So i built a ResNet 50 model. For each epoch it needed 2 hours. For 100 epochs, it is 200 hours which will take around 8 days to complete 1 training. I thought I would create a smaller model. From 15 million parameters, i dropped to 1.5 million. Training time is now at 1 hour and 45 minutes. The drop in my parameters is significant, but training time droped only 15 minutes.
Any input about it?
Hi, @Marios_Constantinou!
When it comes to training deep learning models, there are a couple of thing that to be taken into account to speed up the process. First, I am going to discuss the most common bottlenecks in the overall pipeline:
- Loading data from disk for each batch: if all the data is pre-loaded in RAM, it is much faster, although this is not always possible due to memory restrictions.

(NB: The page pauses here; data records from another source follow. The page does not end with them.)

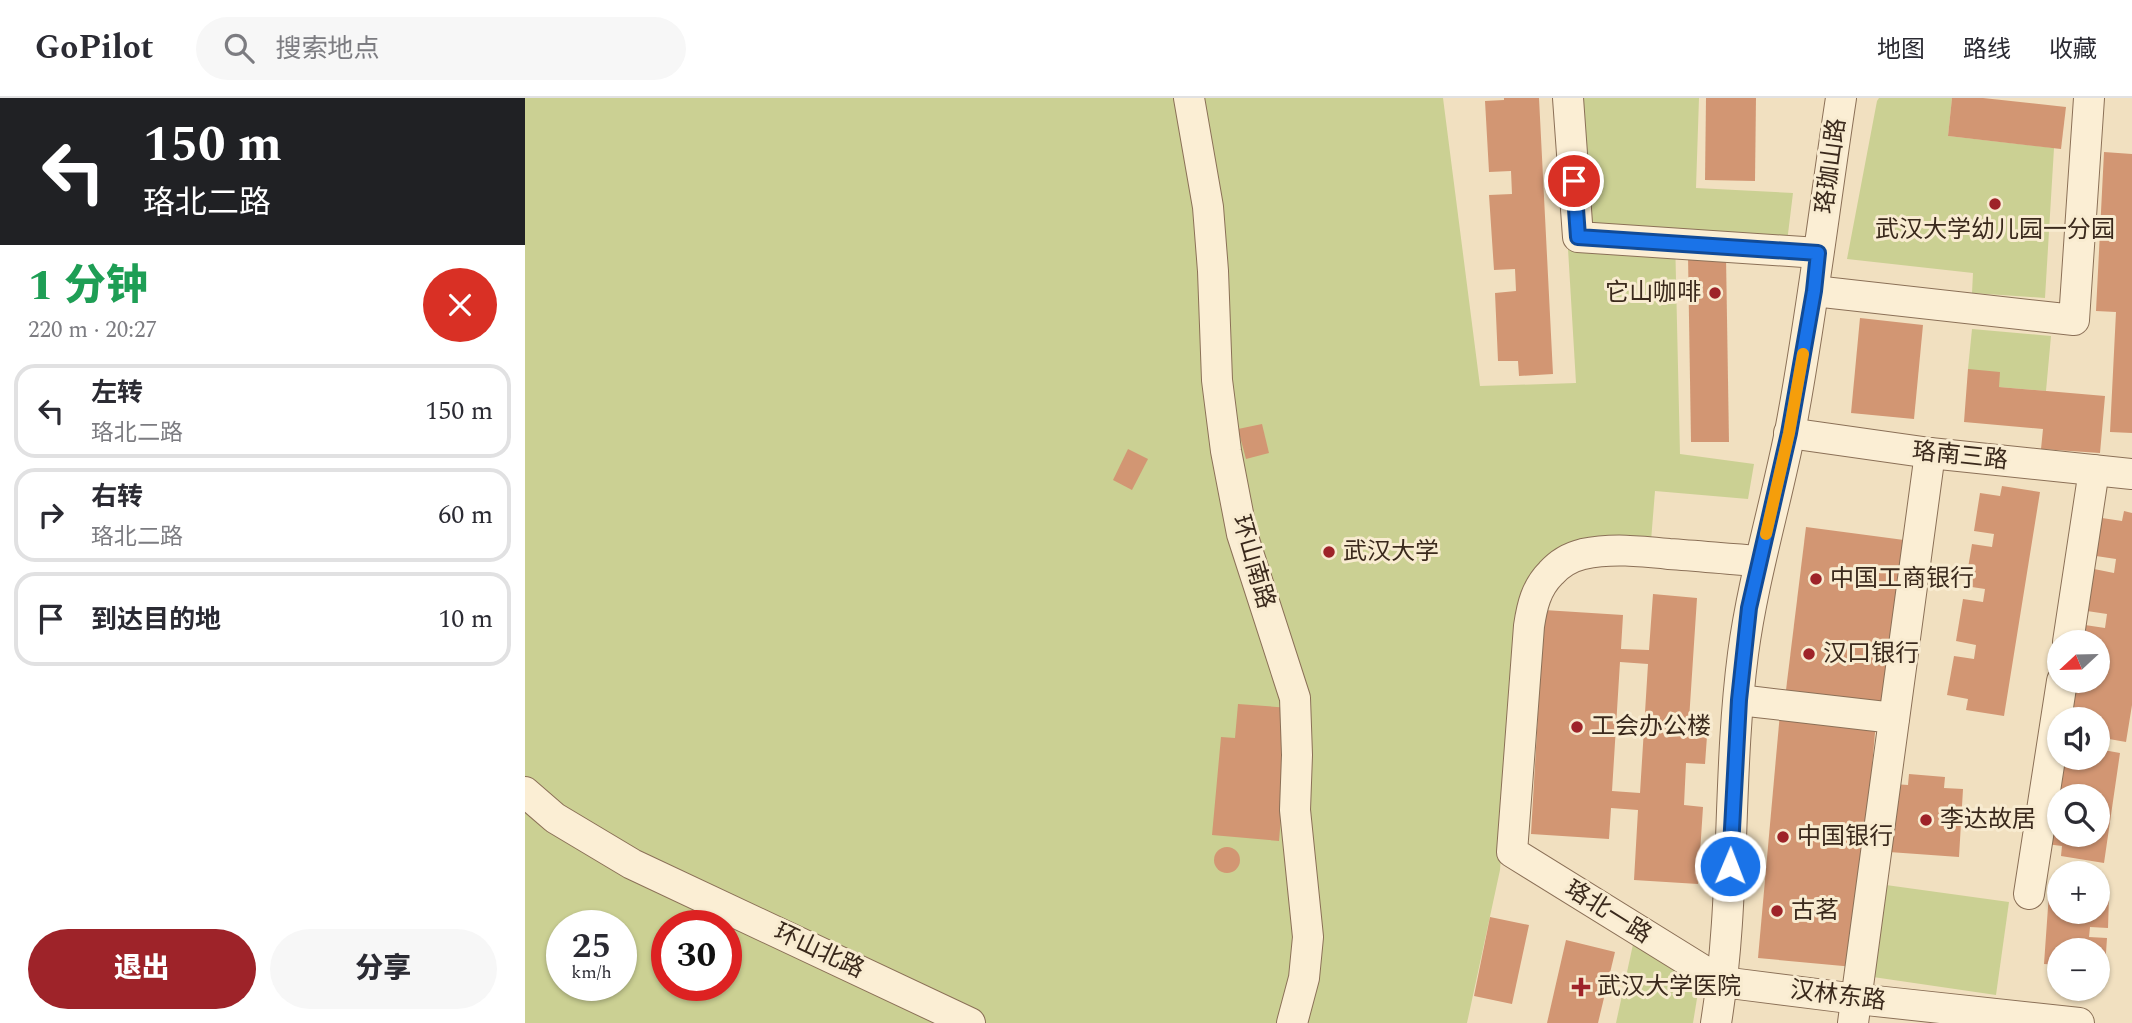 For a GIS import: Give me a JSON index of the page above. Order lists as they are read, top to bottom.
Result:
{
  "streets": {
    "street": [
      "珞珈山路",
      "珞南三路",
      "环山南路",
      "珞北一路",
      "环山北路",
      "汉林东路"
    ]
  },
  "crossings": [
    ["珞珈山路", "珞南三路"],
    ["珞珈山路", "珞北一路"],
    ["珞珈山路", "汉林东路"],
    ["珞北一路", "汉林东路"]
  ],
  "places": {
    "other": [
      "武汉大学幼儿园一分园",
      "它山咖啡",
      "武汉大学",
      "中国工商银行",
      "汉口银行",
      "工会办公楼",
      "李达故居",
      "中国银行",
      "古茗"
    ],
    "health": ["武汉大学医院"]
  },
  "north": "left",
  "page": {
    "header": "GoPilot",
    "search": "搜索地点",
    "nav": ["地图", "路线", "收藏"],
    "turn": ["150 m", "珞北二路"],
    "heading": ["1 分钟", "220 m · 20:27"],
    "list": [
      {
        "name": "左转",
        "note": "珞北二路",
        "value": "150 m"
      },
      {
        "name": "右转",
        "note": "珞北二路",
        "value": "60 m"
      },
      {
        "name": "到达目的地",
        "value": "10 m"
      }
    ],
    "map_buttons": ["+", "−"],
    "speed": "25 km/h",
    "limit": "30",
    "buttons": ["退出", "分享"]
  }
} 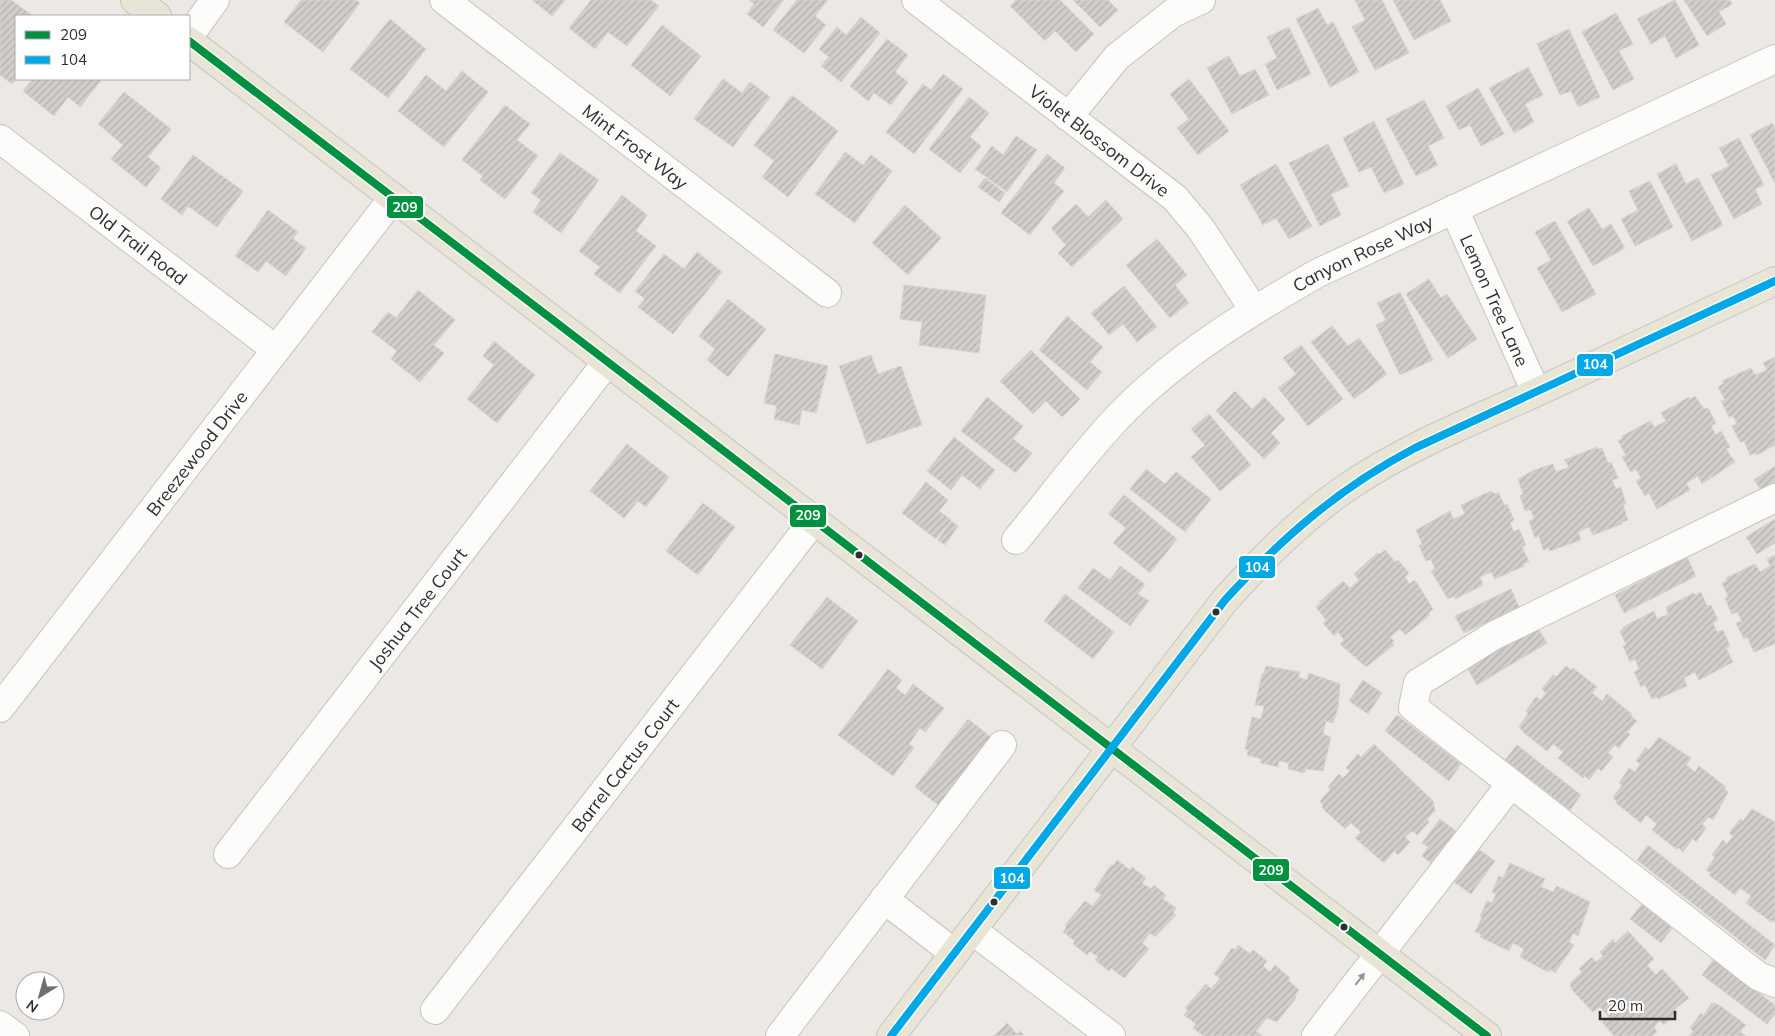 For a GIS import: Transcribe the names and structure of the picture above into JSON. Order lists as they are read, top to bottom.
{
  "streets": {
    "street": [
      "Violet Blossom Drive",
      "Mint Frost Way",
      "Old Trail Road",
      "Canyon Rose Way",
      "Lemon Tree Lane",
      "Breezewood Drive",
      "Joshua Tree Court",
      "Barrel Cactus Court"
    ]
  },
  "crossings": [
    ["Violet Blossom Drive", "Canyon Rose Way"],
    ["Old Trail Road", "Breezewood Drive"],
    ["Canyon Rose Way", "Lemon Tree Lane"]
  ],
  "lines": ["transit line 209", "transit line 104"],
  "legend": ["209", "104"],
  "scale_bar": "20 m",
  "north": "bottom left"
} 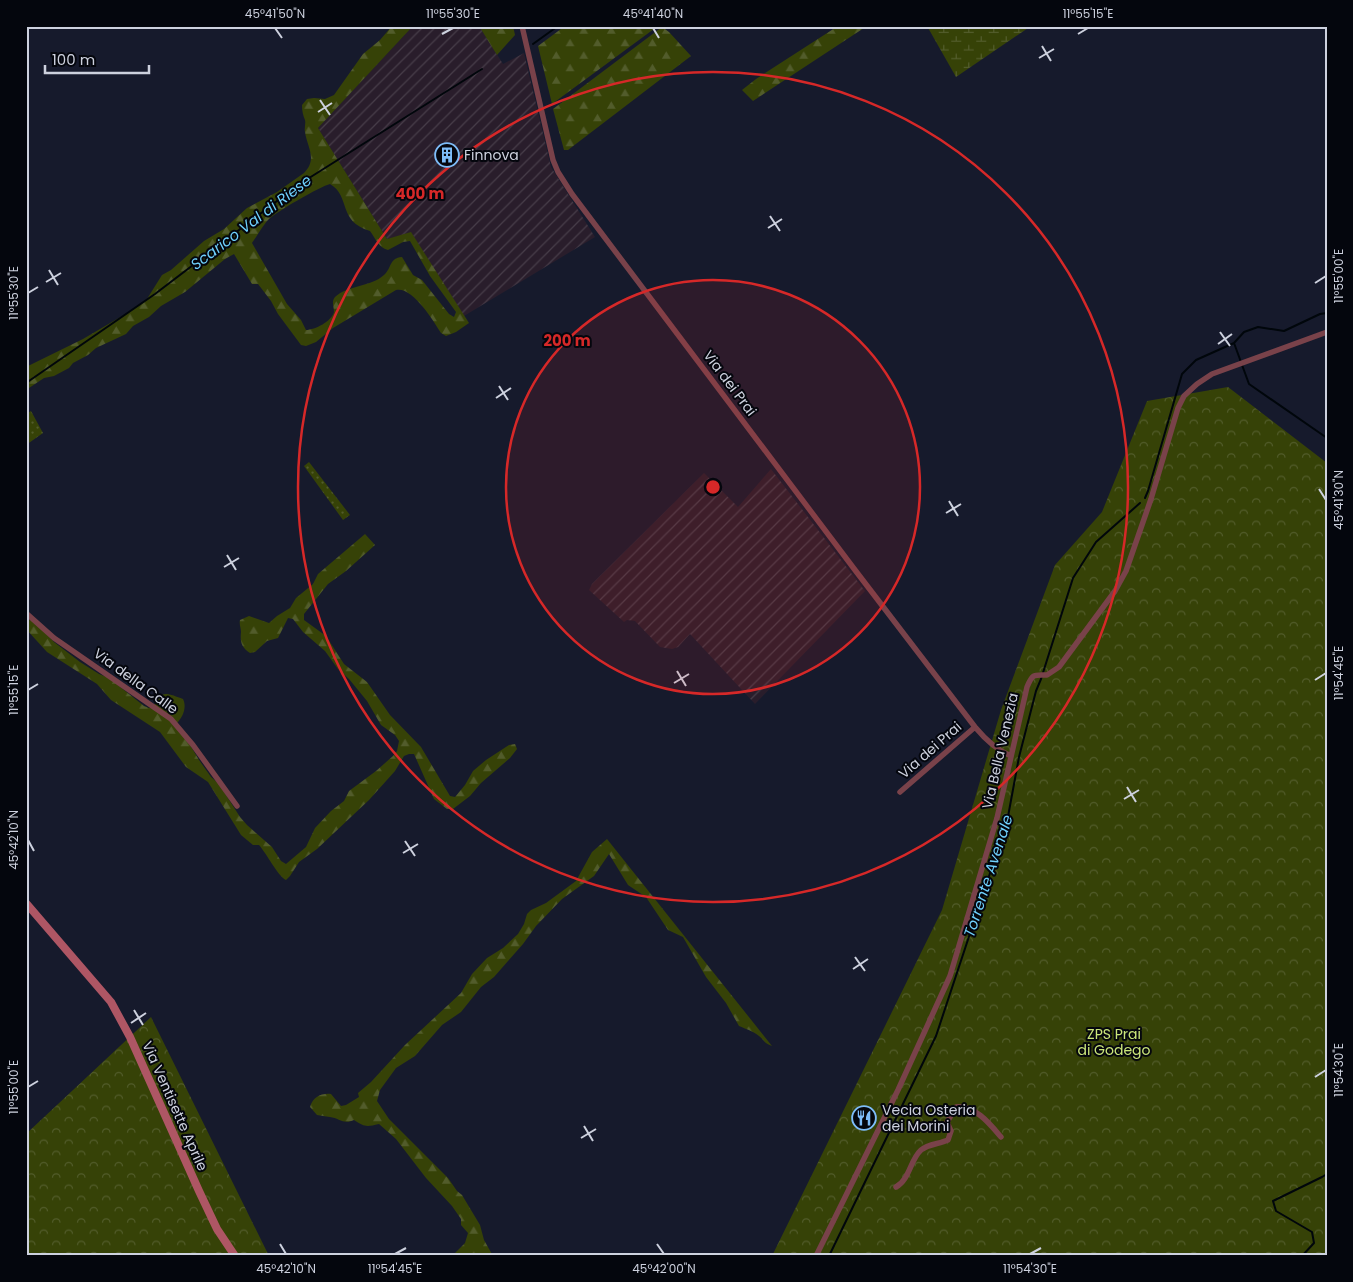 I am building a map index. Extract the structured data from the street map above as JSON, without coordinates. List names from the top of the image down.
{
  "streets": {
    "main road": ["Via Ventisette Aprile"],
    "street": ["Via dei Prai", "Via della Calle", "Via Bella Venezia"]
  },
  "crossings": [
    ["Via dei Prai", "Via Bella Venezia"]
  ],
  "water": ["Scarico Val di Riese", "Torrente Avenale"],
  "parks": ["ZPS Prai di Godego"],
  "places": {
    "building": ["Finnova"],
    "restaurant": ["Vecia Osteria dei Morini"]
  },
  "scale_bar": "100 m",
  "coordinates": [
    "45°41'50\"N",
    "11°55'30\"E",
    "45°41'40\"N",
    "11°55'15\"E",
    "11°55'00\"E",
    "45°41'30\"N",
    "11°54'45\"E",
    "45°42'10\"N",
    "11°54'30\"E",
    "45°42'00\"N"
  ],
  "rings": ["400 m", "200 m"]
} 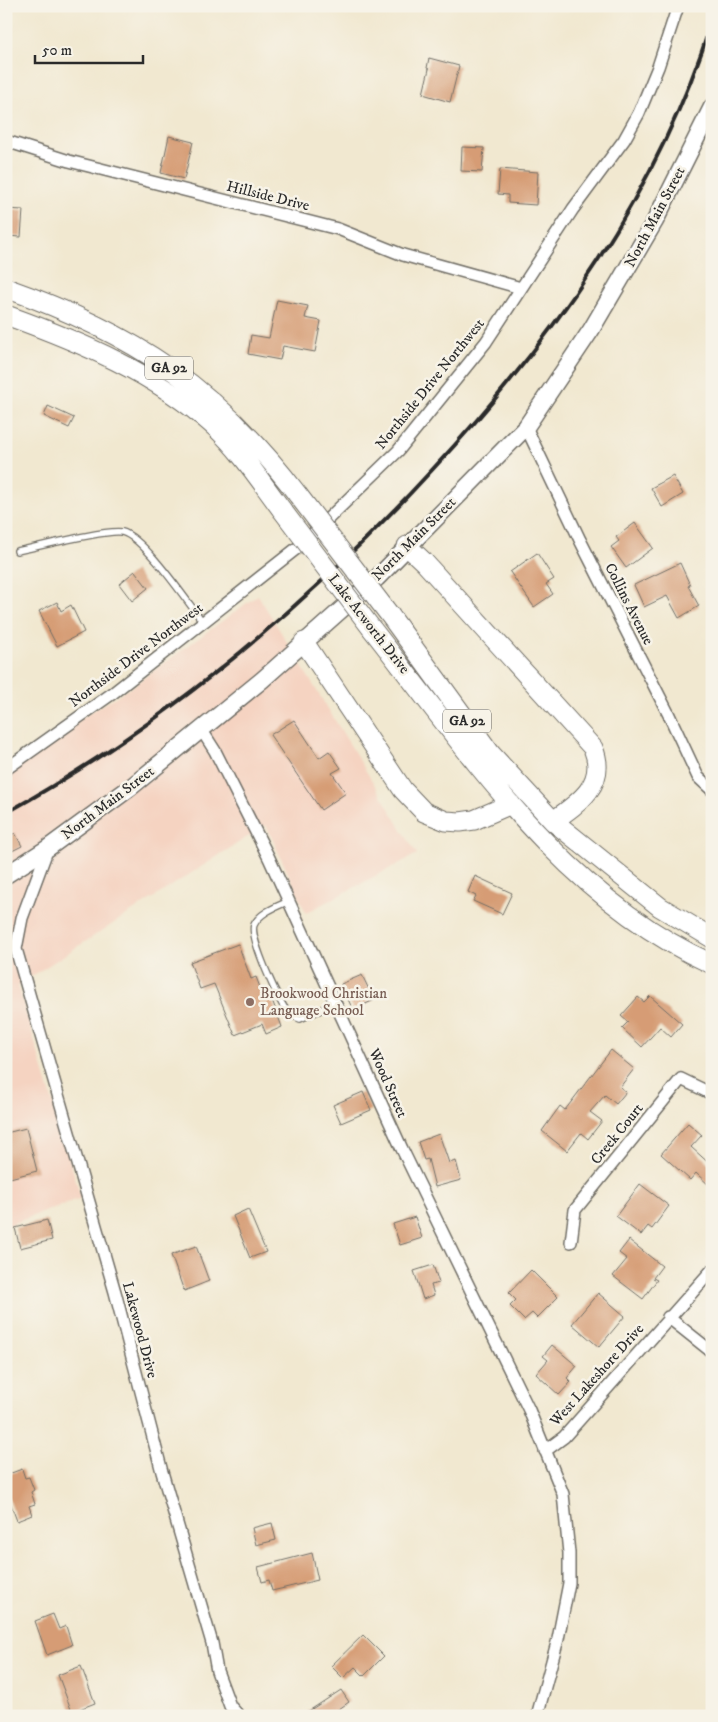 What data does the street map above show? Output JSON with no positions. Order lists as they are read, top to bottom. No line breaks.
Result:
{"streets":{"main road":["North Main Street","GA 92","Lake Acworth Drive"],"street":["Hillside Drive","Northside Drive Northwest","Collins Avenue","Wood Street","Creek Court","Lakewood Drive","West Lakeshore Drive"]},"crossings":[["Hillside Drive","Northside Drive Northwest"],["North Main Street","Collins Avenue"],["North Main Street","Wood Street"],["North Main Street","Lakewood Drive"],["Wood Street","West Lakeshore Drive"]],"places":["Brookwood Christian Language School"],"scale_bar":"50 m"} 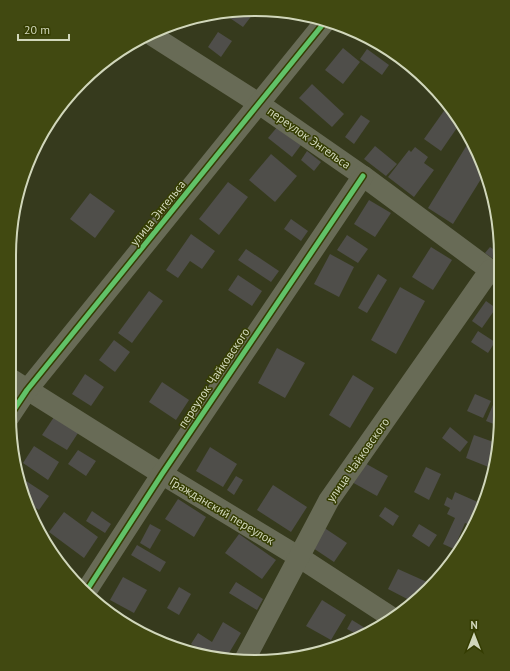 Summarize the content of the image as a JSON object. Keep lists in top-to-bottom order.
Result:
{
  "streets": {
    "street": [
      "переулок Энгельса",
      "улица Энгельса",
      "переулок Чайковского",
      "улица Чайковского",
      "Гражданский переулок"
    ]
  },
  "crossings": [
    ["переулок Энгельса", "улица Энгельса"],
    ["переулок Энгельса", "переулок Чайковского"],
    ["переулок Энгельса", "улица Чайковского"],
    ["улица Энгельса", "Гражданский переулок"],
    ["переулок Чайковского", "Гражданский переулок"],
    ["улица Чайковского", "Гражданский переулок"]
  ],
  "scale_bar": "20 m",
  "north": "top"
}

If this is the case, make sure the loading process is optimized.
- Evaluation process may take some time. It might be a good option to just evaluate after several epochs, not in every single one.
- Save model on each epoch. Similar to the previous one.
Assuming everything else is optimized, the number of parameters is not the only thing that matters for model performance. You have to consider how many FLOPs (Floating Point Operations) it needs for each single forward pass and how paralellized this ops are (throughput). Check Table 1 of Gao et al. for reference.
2 Likes
Gotcha, I will look into it!